I waited for the tune, if tune it was, to finish. I kneaded the new tweed cap in my sweaty fist while the hurdy-gurdy prickled, spanged and thumped.

“Be damned to ya!” the old man and old woman, furious with their job, seemed to say, their faces thunderous pale, their eyes red-hot in the rain. “Pay us! Listen! But we'll give you no tune! Make up your own!” their mute lips said.

And standing there on the spot where the beggar always sang without his cap, I thought, Why don't they take one fiftieth of the money they make each month and have the thing tuned? If I were cranking the box, I'd want a tune, at least for myself! If you were cranking the box, I answered. But you're not. And it's obvious they hate the begging job, who'd blame them, and want no part of giving back a familiar song as recompense.

How different from my capless friend.

My
friend
?

I blinked with surprise, then stepped forward and nodded.

“Beg pardon. The man with the concertina . . .”

The woman stopped cranking and glared at me.

“Ah?”

“The man with no cap in the rain.”

“Ah, him!” snapped the woman.

“He's not here today?”

“Do you
see
him?” cried the woman.

She started cranking the infernal device.

I put a penny in the tin cup.

She peered at me as if I'd spit in the cup.

I put in another penny. She stopped.

“Do you know where he is?” I asked.

“Sick. In bed. The damn cold! We heard him go off, coughing.”

“Do you know where he lives?”

“No!”

“Do you know his name?”

“Now, who would know that!”

I stood there, feeling directionless, thinking of the man somewhere off in the town, alone. I looked at the new cap foolishly.

The two old people were watching me uneasily.

I put a last shilling in the cup.

“He'll be all right,” I said, not to them, but to someone, hopefully, myself.

The woman heaved the crank. The bucketing machine let loose a fall of glass and junk in its hideous interior.

“The tune,” I said, numbly. “What is it?”

“You're deaf!” snapped the woman. “It's the national anthem! Do you mind removing your cap?”

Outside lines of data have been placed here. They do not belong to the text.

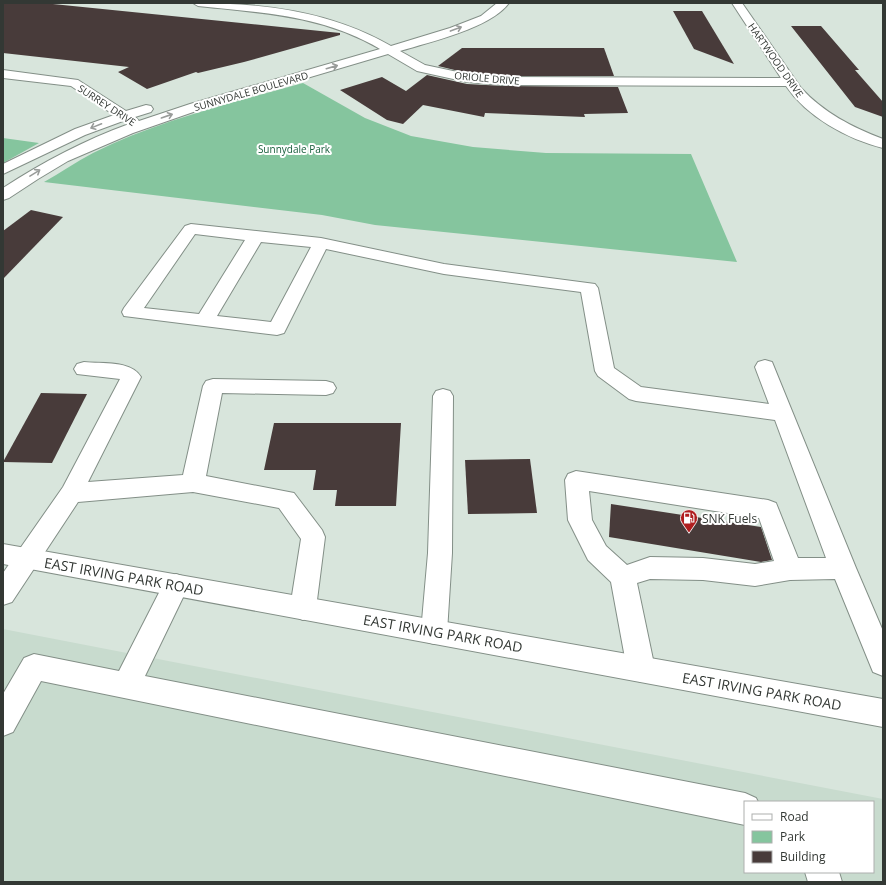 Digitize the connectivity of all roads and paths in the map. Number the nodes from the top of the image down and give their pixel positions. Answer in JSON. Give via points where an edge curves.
{"nodes":[{"id":1,"x":198,"y":3,"type":"edge"},
{"id":2,"x":504,"y":3,"type":"edge"},
{"id":3,"x":737,"y":3,"type":"edge"},
{"id":4,"x":250,"y":5,"type":"edge"},
{"id":5,"x":396,"y":35,"type":"dead end"},
{"id":6,"x":375,"y":42,"type":"junction"},
{"id":7,"x":389,"y":51,"type":"junction"},
{"id":8,"x":3,"y":74,"type":"edge"},
{"id":9,"x":790,"y":82,"type":"junction"},
{"id":10,"x":124,"y":115,"type":"junction"},
{"id":11,"x":140,"y":126,"type":"junction"},
{"id":12,"x":883,"y":144,"type":"edge"},
{"id":13,"x":3,"y":170,"type":"edge"},
{"id":14,"x":3,"y":195,"type":"edge"},
{"id":15,"x":256,"y":236,"type":"junction"},
{"id":16,"x":321,"y":243,"type":"junction"},
{"id":17,"x":205,"y":320,"type":"junction"},
{"id":18,"x":765,"y":367,"type":"dead end"},
{"id":19,"x":84,"y":369,"type":"dead end"},
{"id":20,"x":326,"y":388,"type":"dead end"},
{"id":21,"x":443,"y":396,"type":"dead end"},
{"id":22,"x":783,"y":413,"type":"junction"},
{"id":23,"x":193,"y":483,"type":"junction"},
{"id":24,"x":71,"y":493,"type":"junction"},
{"id":25,"x":15,"y":556,"type":"edge"},
{"id":26,"x":843,"y":568,"type":"junction"},
{"id":27,"x":790,"y":569,"type":"junction"},
{"id":28,"x":623,"y":577,"type":"junction"},
{"id":29,"x":176,"y":585,"type":"junction"},
{"id":30,"x":3,"y":594,"type":"edge"},
{"id":31,"x":303,"y":608,"type":"junction"},
{"id":32,"x":434,"y":632,"type":"junction"},
{"id":33,"x":883,"y":663,"type":"edge"},
{"id":34,"x":640,"y":669,"type":"junction"},
{"id":35,"x":126,"y":685,"type":"junction"},
{"id":36,"x":883,"y":713,"type":"edge"},
{"id":37,"x":3,"y":722,"type":"edge"},
{"id":38,"x":744,"y":809,"type":"edge"}],
"edges":[{"from":1,"to":4,"type":"street","name":"ORIOLE DRIVE"},
{"from":7,"to":2,"type":"street","name":"SUNNYDALE BOULEVARD","one_way":true,"via":[[474,23]]},
{"from":3,"to":9,"type":"street","name":"HARTWOOD DRIVE"},
{"from":4,"to":6,"type":"street","name":"ORIOLE DRIVE","via":[[328,22],[364,35]]},
{"from":5,"to":6,"type":"street","name":"SUNNYDALE BOULEVARD"},
{"from":6,"to":7,"type":"street","name":"ORIOLE DRIVE"},
{"from":6,"to":10,"type":"street","name":"SUNNYDALE BOULEVARD"},
{"from":7,"to":9,"type":"street","name":"ORIOLE DRIVE","via":[[421,68],[486,80]]},
{"from":11,"to":7,"type":"street","name":"SUNNYDALE BOULEVARD","one_way":true,"via":[[222,99]]},
{"from":8,"to":10,"type":"street","name":"SURREY DRIVE","via":[[74,83]]},
{"from":9,"to":12,"type":"street","name":"HARTWOOD DRIVE","via":[[805,101],[825,117]]},
{"from":10,"to":11,"type":"street","name":"SURREY DRIVE"},
{"from":10,"to":13,"type":"street","name":"SUNNYDALE BOULEVARD","one_way":true,"via":[[73,135]]},
{"from":14,"to":11,"type":"street","name":"SUNNYDALE BOULEVARD","one_way":true,"via":[[69,155]]},
{"from":15,"to":16,"type":"street"},
{"from":15,"to":17,"type":"street"},
{"from":15,"to":17,"type":"street","via":[[190,229],[131,312]]},
{"from":16,"to":17,"type":"street","via":[[277,329]]},
{"from":16,"to":22,"type":"street","via":[[444,269],[589,288],[605,372],[636,394]]},
{"from":18,"to":22,"type":"street"},
{"from":19,"to":24,"type":"street","via":[[123,372],[131,378]]},
{"from":20,"to":23,"type":"street","via":[[213,386]]},
{"from":21,"to":32,"type":"street","via":[[440,553]]},
{"from":22,"to":26,"type":"street"},
{"from":23,"to":24,"type":"street"},
{"from":23,"to":31,"type":"street","via":[[286,500],[312,537]]},
{"from":24,"to":25,"type":"street"},
{"from":25,"to":29,"type":"street","name":"EAST IRVING PARK ROAD"},
{"from":25,"to":30,"type":"street"},
{"from":26,"to":27,"type":"street"},
{"from":26,"to":33,"type":"street"},
{"from":27,"to":28,"type":"street","via":[[755,575],[703,569],[650,568]]},
{"from":27,"to":28,"type":"street","via":[[768,510],[576,480],[580,520],[597,553]]},
{"from":28,"to":34,"type":"street"},
{"from":29,"to":31,"type":"street","name":"EAST IRVING PARK ROAD"},
{"from":29,"to":35,"type":"street"},
{"from":31,"to":32,"type":"street","name":"EAST IRVING PARK ROAD"},
{"from":32,"to":34,"type":"street","name":"EAST IRVING PARK ROAD"},
{"from":34,"to":36,"type":"street","name":"EAST IRVING PARK ROAD"},
{"from":35,"to":37,"type":"street","via":[[34,667]]},
{"from":35,"to":38,"type":"street"}]}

I showed her the new cap in my hand.

She glared up. “Your cap, man,
your
cap!”

“Oh!” Flushing, I seized the old cap from my head.

Now I had a cap in each hand.

The woman cranked. The “music” played. The rain hit my brow, my eyelids, my mouth.

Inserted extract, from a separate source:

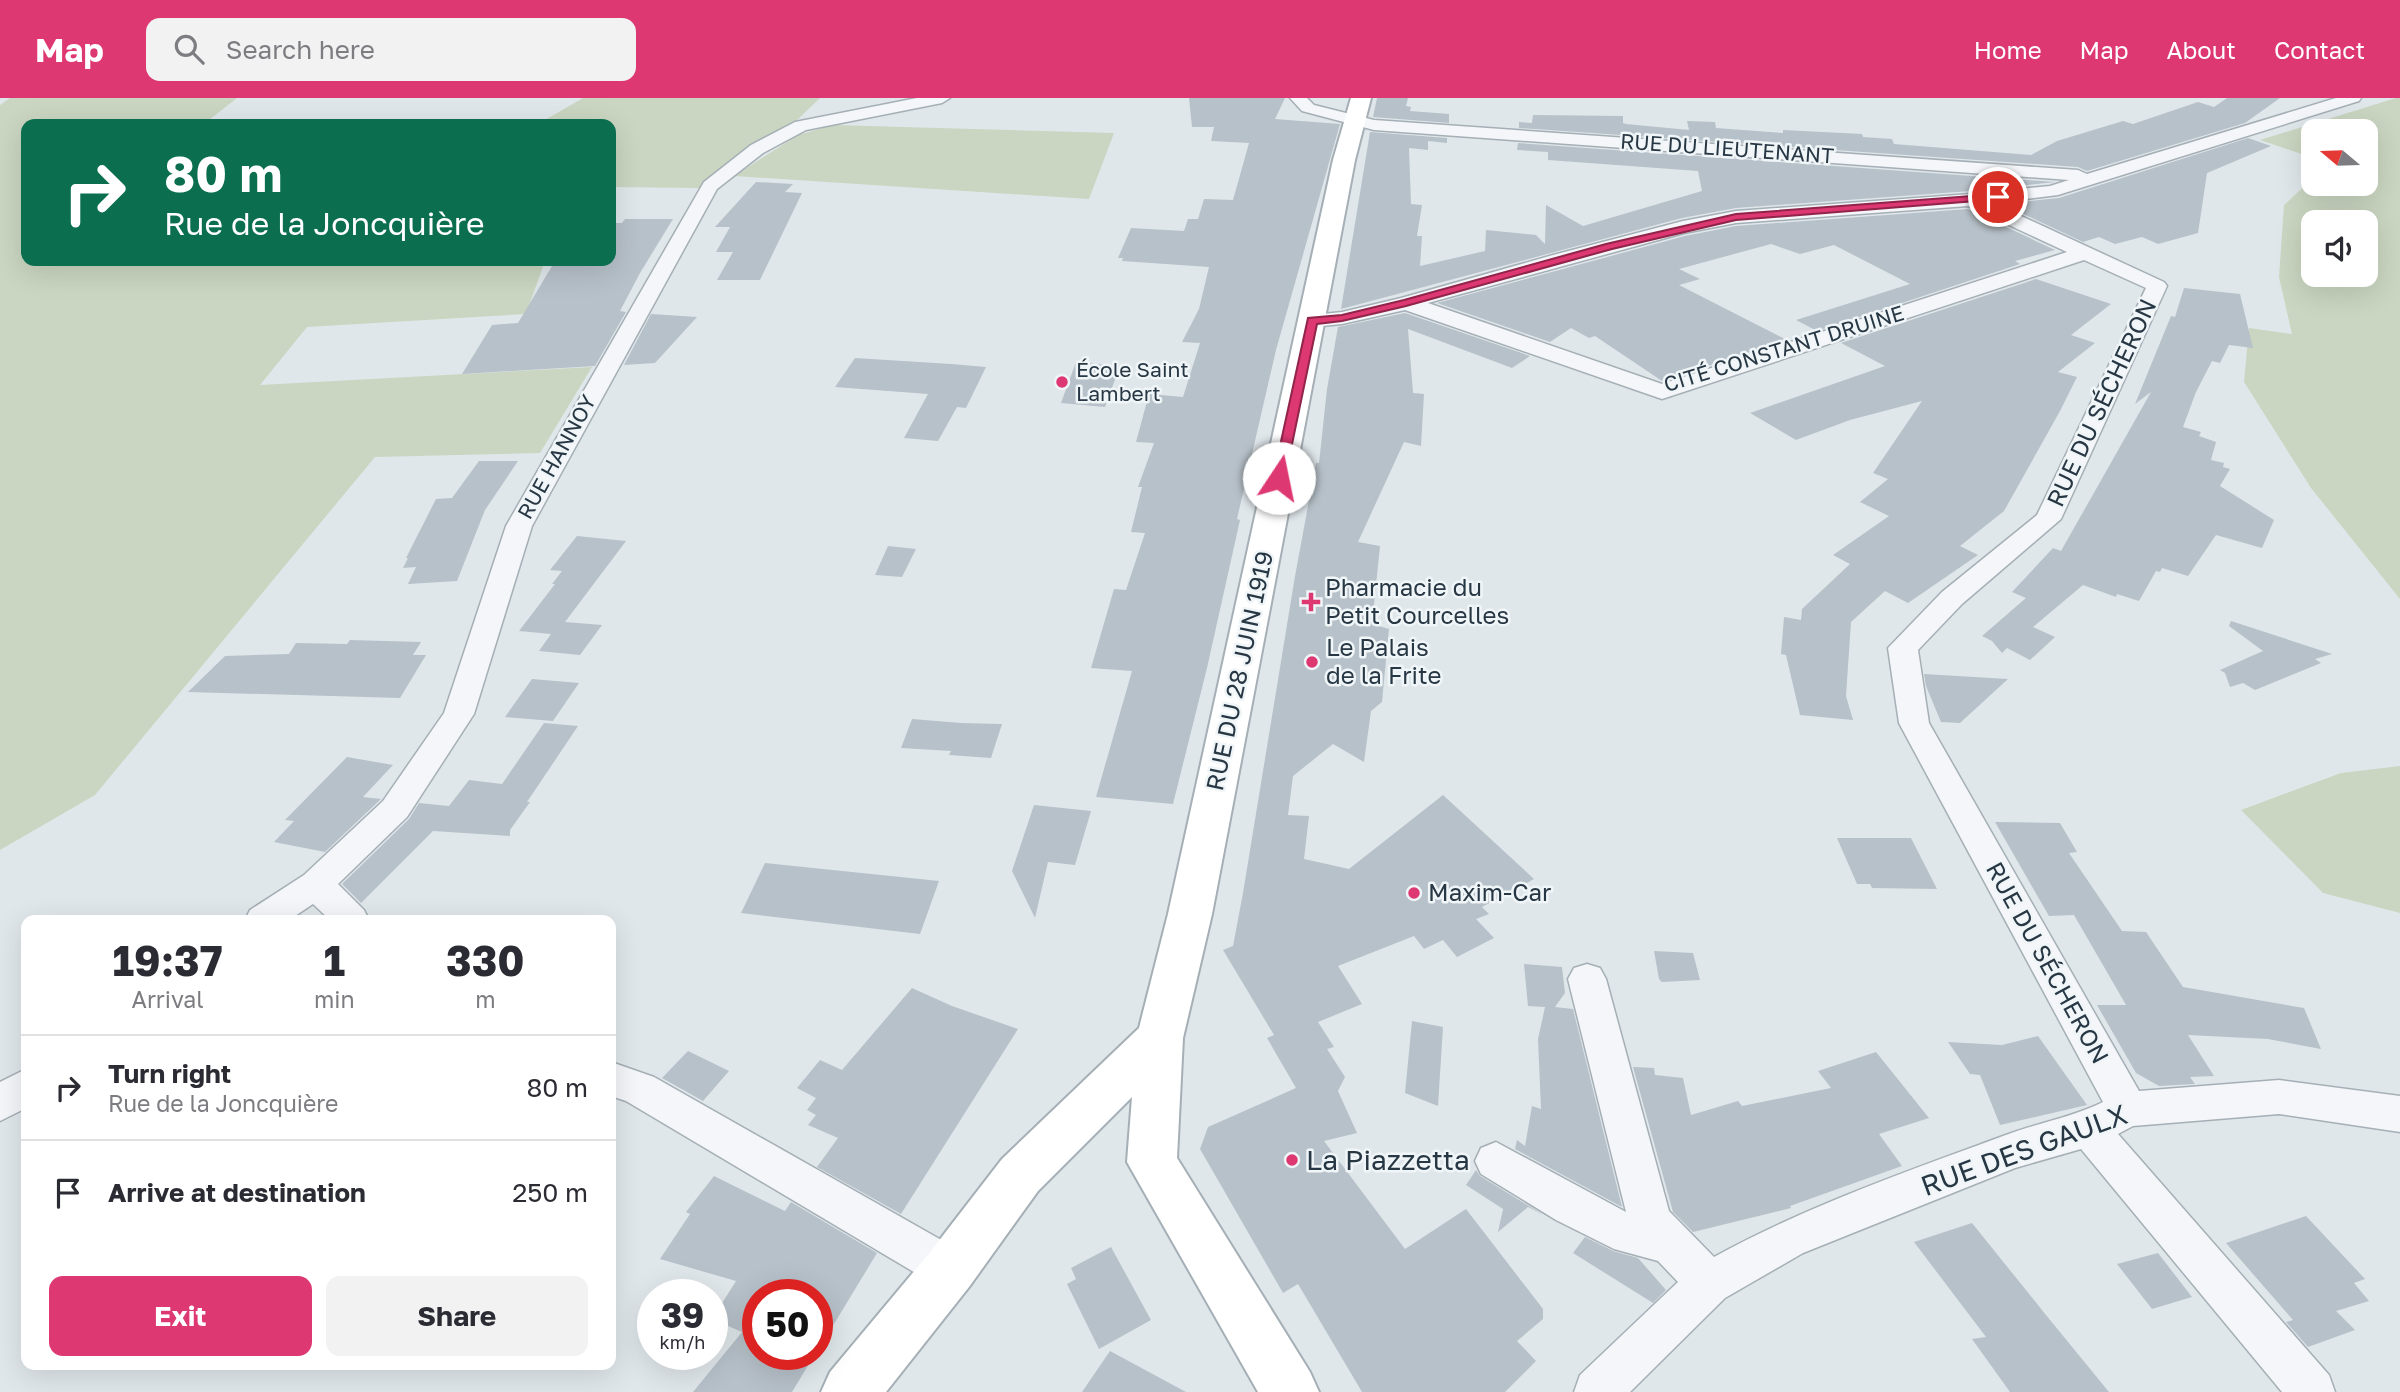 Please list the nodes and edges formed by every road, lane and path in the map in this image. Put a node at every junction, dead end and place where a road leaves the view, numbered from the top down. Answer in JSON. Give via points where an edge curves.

On the far side of the bridge I stopped for the hard, the slow decision: which cap to try on my drenched skull?

During the next week I passed the bridge often, but there was always just the old couple there with their pandemonium device, or no one there at all.

On the last day of our visit, my wife started to pack the new tweed cap away with my others, in the suitcase.

“Thanks, no.” I took it from her. “Let's keep it out, on the mantel, please. There.”

That night the hotel manager brought a farewell bottle to our room. The talk was long and good, the hour grew late, there was a fire like an orange lion on the hearth, big and lively, and brandy in the glasses, and silence for a moment in the room, perhaps because quite suddenly we found silence falling in great soft flakes past our high windows.

The manager, glass in hand, watched the continual lace, then looked down at the midnight stones and at last said, under his breath, “‘There's only a few of us left.'”

I glanced at my wife, and she at me.

The manager caught us.

“Do you know him, then? Has he said it to you?”

“Yes. But what does the phrase mean?”

The manager watched all those figures down there standing in the shadows and sipped his drink.